## SOURCE DATA
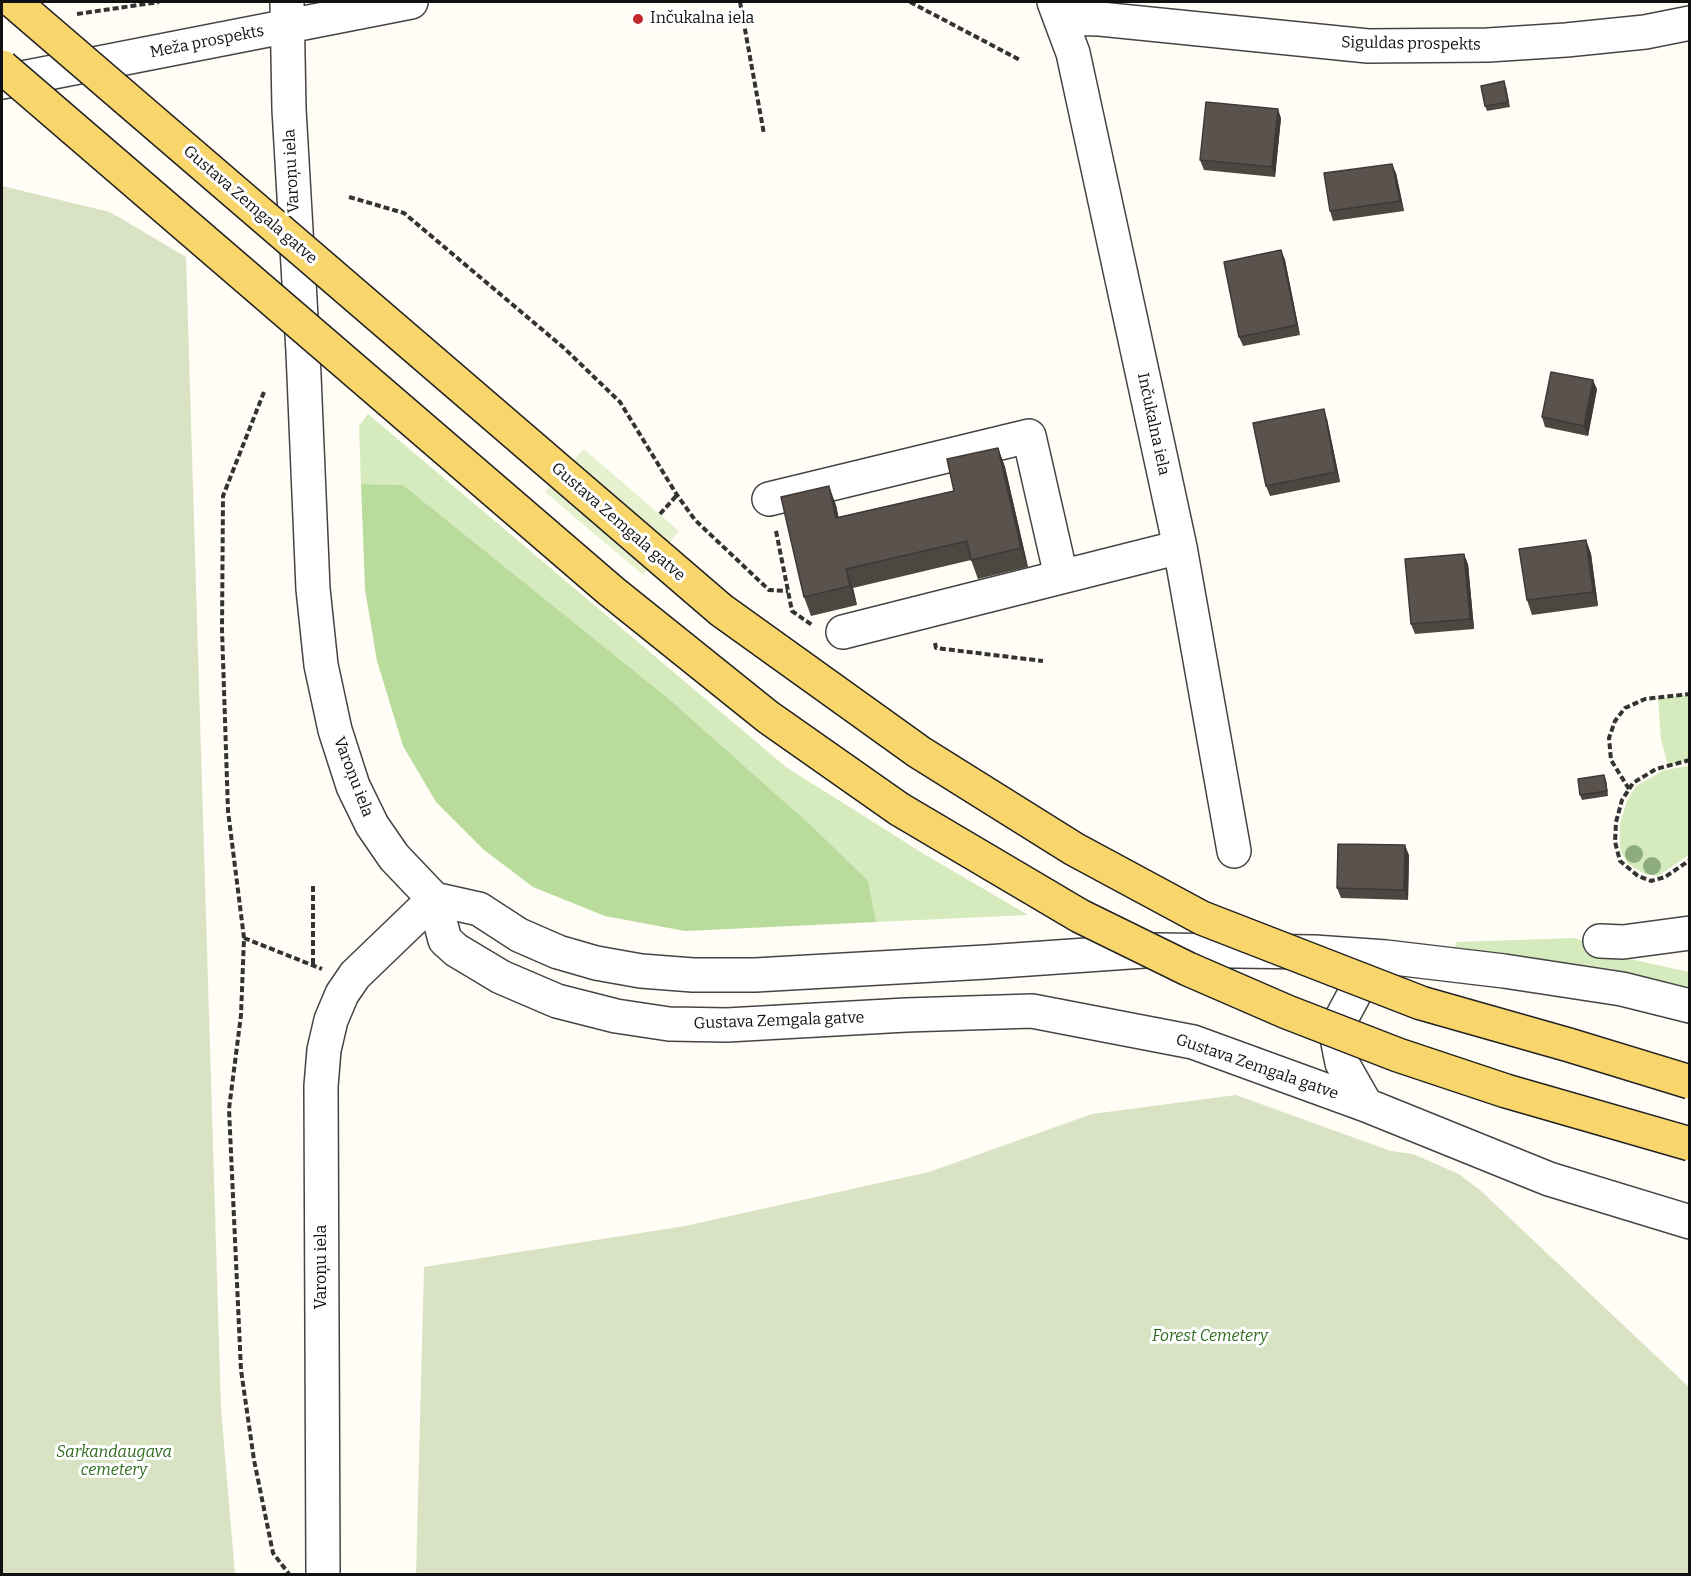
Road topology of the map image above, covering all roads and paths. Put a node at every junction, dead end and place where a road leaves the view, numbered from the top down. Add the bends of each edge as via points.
1 (14, 2) edge
2 (159, 2) edge
3 (411, 2) edge
4 (740, 2) edge
5 (910, 2) edge
6 (1057, 10) edge
7 (286, 14) edge
8 (67, 15) dead end
9 (1689, 23) edge
10 (1020, 60) dead end
11 (2, 67) edge
12 (2, 82) edge
13 (764, 134) dead end
14 (349, 197) dead end
15 (264, 392) dead end
16 (677, 495) junction
17 (769, 499) joint
18 (660, 514) dead end
19 (1180, 547) junction
20 (1061, 576) junction
21 (788, 591) junction
22 (927, 610) junction
23 (843, 632) joint
24 (1043, 661) dead end
25 (1689, 694) edge
26 (1689, 760) edge
27 (1629, 789) junction
28 (1234, 851) dead end
29 (1689, 860) edge
30 (313, 886) dead end
31 (434, 899) junction
32 (1689, 933) edge
33 (244, 938) junction
34 (1600, 941) dead end
35 (1386, 957) junction
36 (313, 964) junction
37 (348, 984) junction
38 (1689, 1005) edge
39 (1689, 1082) edge
40 (1365, 1105) junction
41 (1689, 1144) edge
42 (1689, 1222) edge
43 (289, 1575) edge
44 (323, 1575) edge

1 - 39 main road, Gustava Zemgala gatve, bridge via 721,610 919,752 1074,849 1202,918 1421,1003
2 - 8 path
3 - 7 street, Meža prospekts
4 - 13 path
5 - 10 path
6 - 9 street, Siguldas prospekts via 1100,19 1368,46 1566,40
6 - 19 street, Inčukalna iela via 1073,53
7 - 12 street, Meža prospekts
7 - 31 street, Varoņu iela via 313,589 321,665 335,730 362,806 394,857
11 - 41 main road, bridge via 611,591 768,717 899,809 1080,916 1287,1012 1495,1087
14 - 16 path via 404,213 564,348 620,402
15 - 33 path via 223,496 222,629 228,811
16 - 18 path
16 - 21 path via 695,520 769,590
17 - 20 street via 1029,436
17 - 21 path
19 - 20 street
19 - 28 street, Inčukalna iela
20 - 22 street
21 - 23 path via 792,612 822,633
22 - 23 street
22 - 24 path via 936,648
25 - 27 path via 1645,699 1626,708 1615,721 1609,738 1611,760
26 - 27 path via 1656,769
27 - 29 path via 1616,822 1615,842 1620,861 1651,881 1665,877
30 - 36 path
31 - 35 street via 479,909 519,935 586,961 693,975 755,975 1158,950 1314,951
31 - 37 street, Varoņu iela
31 - 40 street, Gustava Zemgala gatve via 445,940 474,962 529,990 584,1009 669,1024 727,1025 1032,1011 1192,1041
32 - 34 street via 1623,942
33 - 36 path
33 - 43 path via 242,1015 229,1109 241,1370 273,1553
35 - 38 street via 1622,989
35 - 40 street via 1356,991 1341,1019 1338,1043 1342,1062
36 - 37 path
37 - 44 street, Varoņu iela via 331,1020 321,1086
40 - 42 street, Gustava Zemgala gatve via 1549,1179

## TRY IT
Everything in the material above must be repeated exactly, apart from its pictures.

## SOLUTION
Road topology of the map image above, covering all roads and paths. Put a node at every junction, dead end and place where a road leaves the view, numbered from the top down. Add the bends of each edge as via points.
1 (14, 2) edge
2 (159, 2) edge
3 (411, 2) edge
4 (740, 2) edge
5 (910, 2) edge
6 (1057, 10) edge
7 (286, 14) edge
8 (67, 15) dead end
9 (1689, 23) edge
10 (1020, 60) dead end
11 (2, 67) edge
12 (2, 82) edge
13 (764, 134) dead end
14 (349, 197) dead end
15 (264, 392) dead end
16 (677, 495) junction
17 (769, 499) joint
18 (660, 514) dead end
19 (1180, 547) junction
20 (1061, 576) junction
21 (788, 591) junction
22 (927, 610) junction
23 (843, 632) joint
24 (1043, 661) dead end
25 (1689, 694) edge
26 (1689, 760) edge
27 (1629, 789) junction
28 (1234, 851) dead end
29 (1689, 860) edge
30 (313, 886) dead end
31 (434, 899) junction
32 (1689, 933) edge
33 (244, 938) junction
34 (1600, 941) dead end
35 (1386, 957) junction
36 (313, 964) junction
37 (348, 984) junction
38 (1689, 1005) edge
39 (1689, 1082) edge
40 (1365, 1105) junction
41 (1689, 1144) edge
42 (1689, 1222) edge
43 (289, 1575) edge
44 (323, 1575) edge

1 - 39 main road, Gustava Zemgala gatve, bridge via 721,610 919,752 1074,849 1202,918 1421,1003
2 - 8 path
3 - 7 street, Meža prospekts
4 - 13 path
5 - 10 path
6 - 9 street, Siguldas prospekts via 1100,19 1368,46 1566,40
6 - 19 street, Inčukalna iela via 1073,53
7 - 12 street, Meža prospekts
7 - 31 street, Varoņu iela via 313,589 321,665 335,730 362,806 394,857
11 - 41 main road, bridge via 611,591 768,717 899,809 1080,916 1287,1012 1495,1087
14 - 16 path via 404,213 564,348 620,402
15 - 33 path via 223,496 222,629 228,811
16 - 18 path
16 - 21 path via 695,520 769,590
17 - 20 street via 1029,436
17 - 21 path
19 - 20 street
19 - 28 street, Inčukalna iela
20 - 22 street
21 - 23 path via 792,612 822,633
22 - 23 street
22 - 24 path via 936,648
25 - 27 path via 1645,699 1626,708 1615,721 1609,738 1611,760
26 - 27 path via 1656,769
27 - 29 path via 1616,822 1615,842 1620,861 1651,881 1665,877
30 - 36 path
31 - 35 street via 479,909 519,935 586,961 693,975 755,975 1158,950 1314,951
31 - 37 street, Varoņu iela
31 - 40 street, Gustava Zemgala gatve via 445,940 474,962 529,990 584,1009 669,1024 727,1025 1032,1011 1192,1041
32 - 34 street via 1623,942
33 - 36 path
33 - 43 path via 242,1015 229,1109 241,1370 273,1553
35 - 38 street via 1622,989
35 - 40 street via 1356,991 1341,1019 1338,1043 1342,1062
36 - 37 path
37 - 44 street, Varoņu iela via 331,1020 321,1086
40 - 42 street, Gustava Zemgala gatve via 1549,1179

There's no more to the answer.